The problem ▸ Write out exactly the lines below that run from the line containing "index pip: (952, 806)" through the last line of the records.

Task inputs ▸

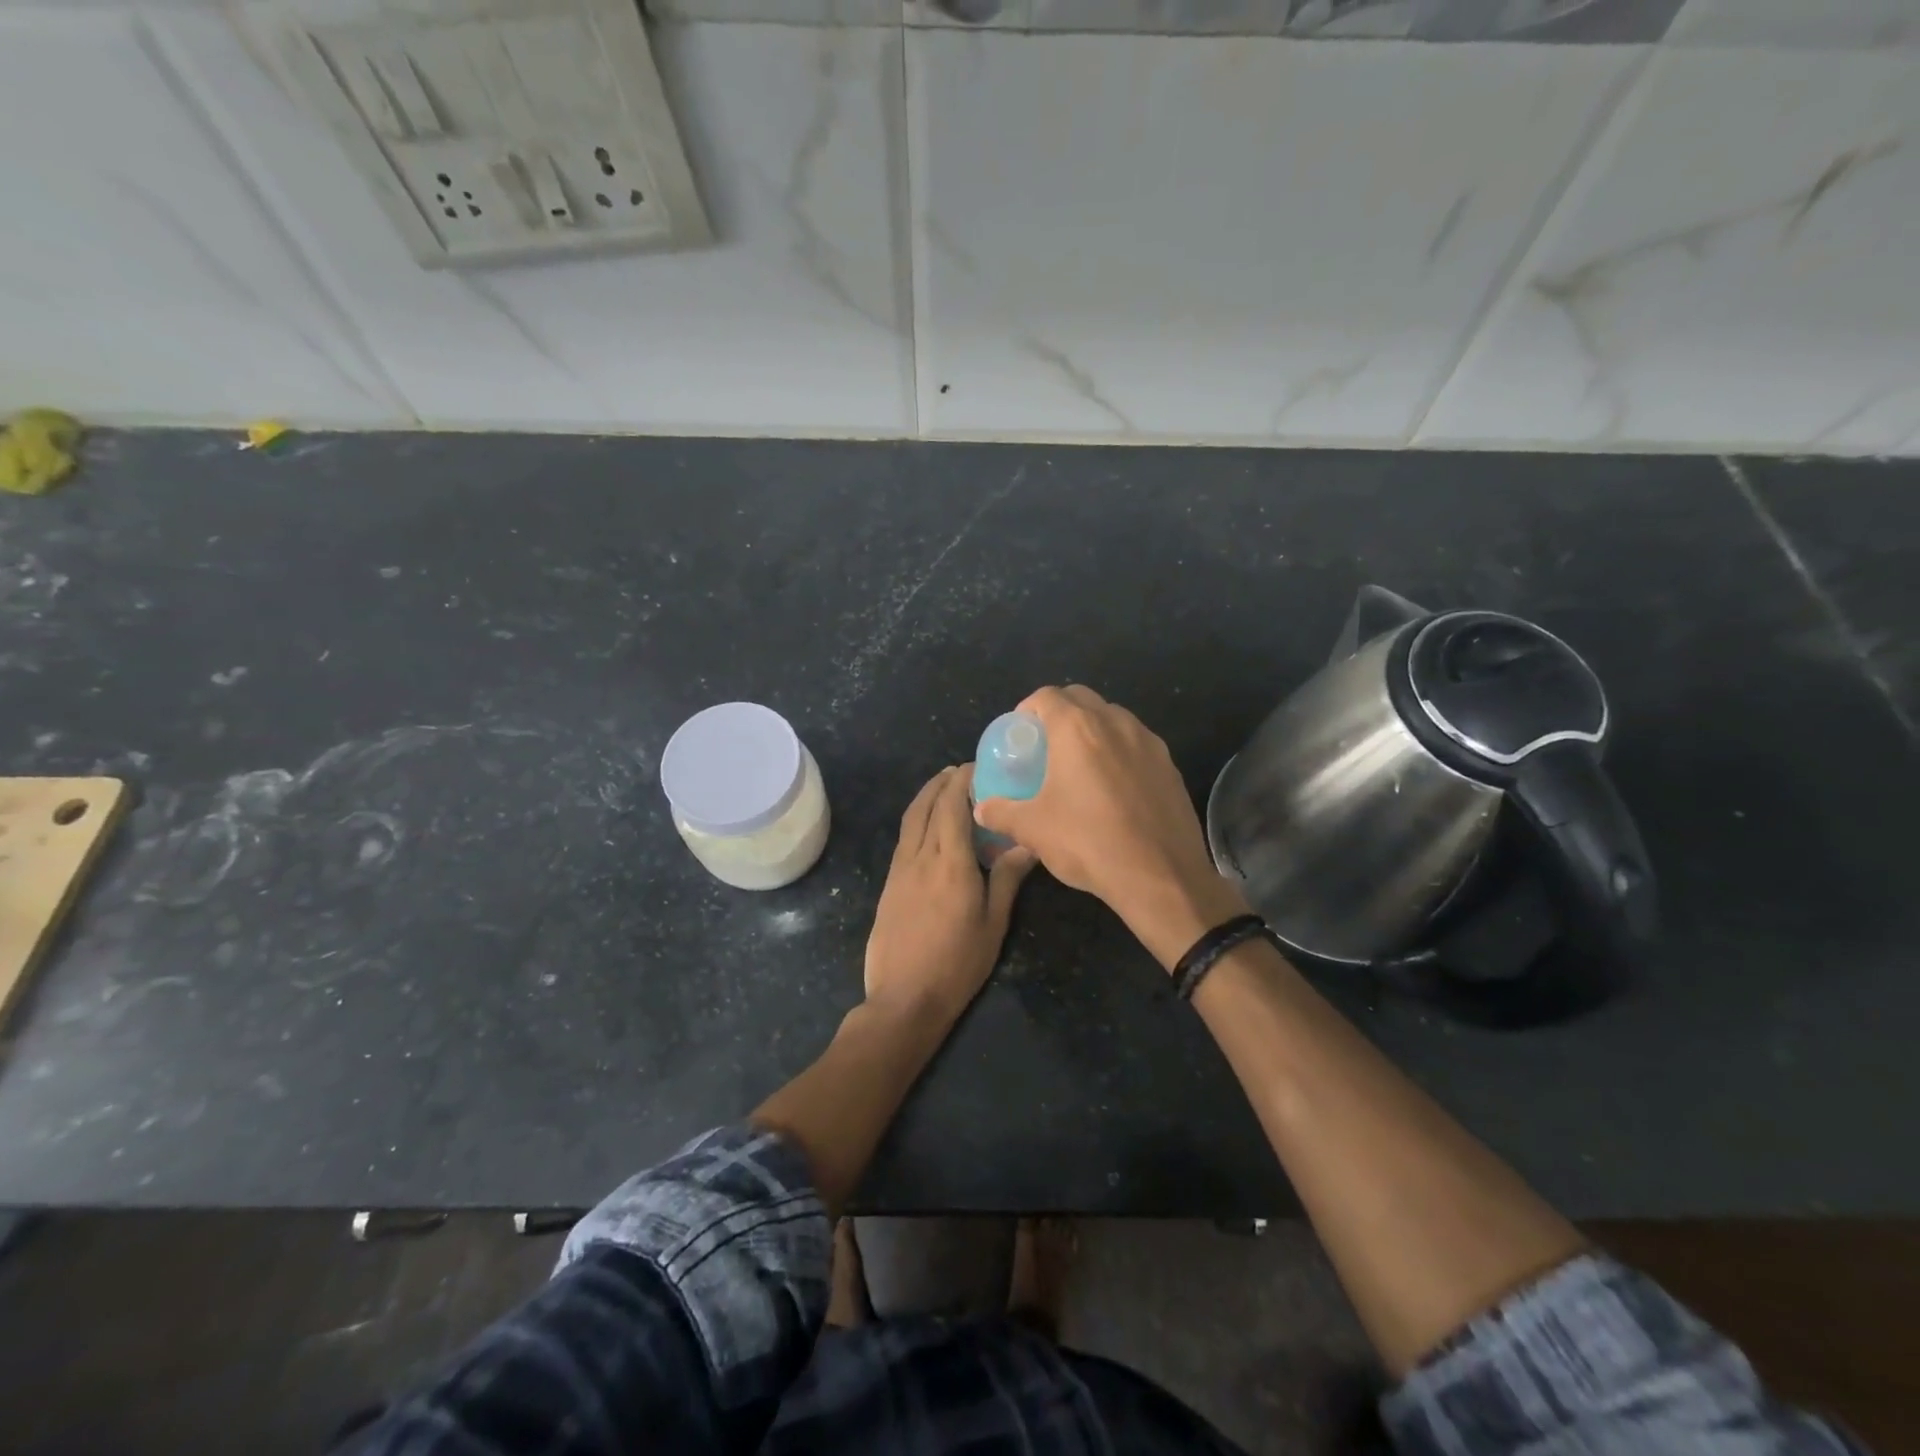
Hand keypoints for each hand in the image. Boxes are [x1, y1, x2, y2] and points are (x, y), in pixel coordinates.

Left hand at [865, 765, 1035, 1022]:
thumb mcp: (993, 924)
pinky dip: (916, 819)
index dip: (961, 781)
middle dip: (941, 782)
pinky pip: (904, 839)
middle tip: (960, 770)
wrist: (904, 998)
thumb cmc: (957, 964)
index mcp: (950, 863)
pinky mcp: (888, 883)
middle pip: (926, 806)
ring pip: (910, 820)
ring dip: (925, 796)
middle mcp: (920, 857)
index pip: (952, 806)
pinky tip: (928, 827)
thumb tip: (1027, 843)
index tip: (976, 766)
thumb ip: (1008, 879)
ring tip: (943, 787)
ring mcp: (899, 870)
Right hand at [972, 685, 1246, 969]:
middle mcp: (1115, 723)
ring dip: (1094, 729)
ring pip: (1114, 718)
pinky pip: (1137, 744)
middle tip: (1046, 746)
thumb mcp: (1032, 829)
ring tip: (1081, 765)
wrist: (1160, 877)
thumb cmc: (1088, 842)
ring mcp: (1149, 742)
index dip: (1028, 708)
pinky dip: (1120, 752)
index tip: (1020, 733)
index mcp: (1077, 728)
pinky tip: (1114, 787)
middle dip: (1061, 712)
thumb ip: (1001, 812)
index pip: (1047, 696)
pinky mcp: (1171, 766)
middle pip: (1082, 698)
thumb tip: (981, 808)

Exercise output ▸
index pip: (952, 806)
pinky tip: (928, 827)
thumb tip: (1027, 843)
index tip: (976, 766)
thumb ip: (1008, 879)
ring tip: (943, 787)
ring mcp: (899, 870)
Right hand at [972, 685, 1246, 969]:
middle mcp: (1115, 723)
ring dip: (1094, 729)
ring pip: (1114, 718)
pinky pip: (1137, 744)
middle tip: (1046, 746)
thumb mcp: (1032, 829)
ring tip: (1081, 765)
wrist: (1160, 877)
thumb cmc: (1088, 842)
ring mcp: (1149, 742)
index dip: (1028, 708)
pinky dip: (1120, 752)
index tip: (1020, 733)
index mcp: (1077, 728)
pinky tip: (1114, 787)
middle dip: (1061, 712)
thumb ip: (1001, 812)
index pip: (1047, 696)
pinky mcp: (1171, 766)
middle pip: (1082, 698)
thumb tip: (981, 808)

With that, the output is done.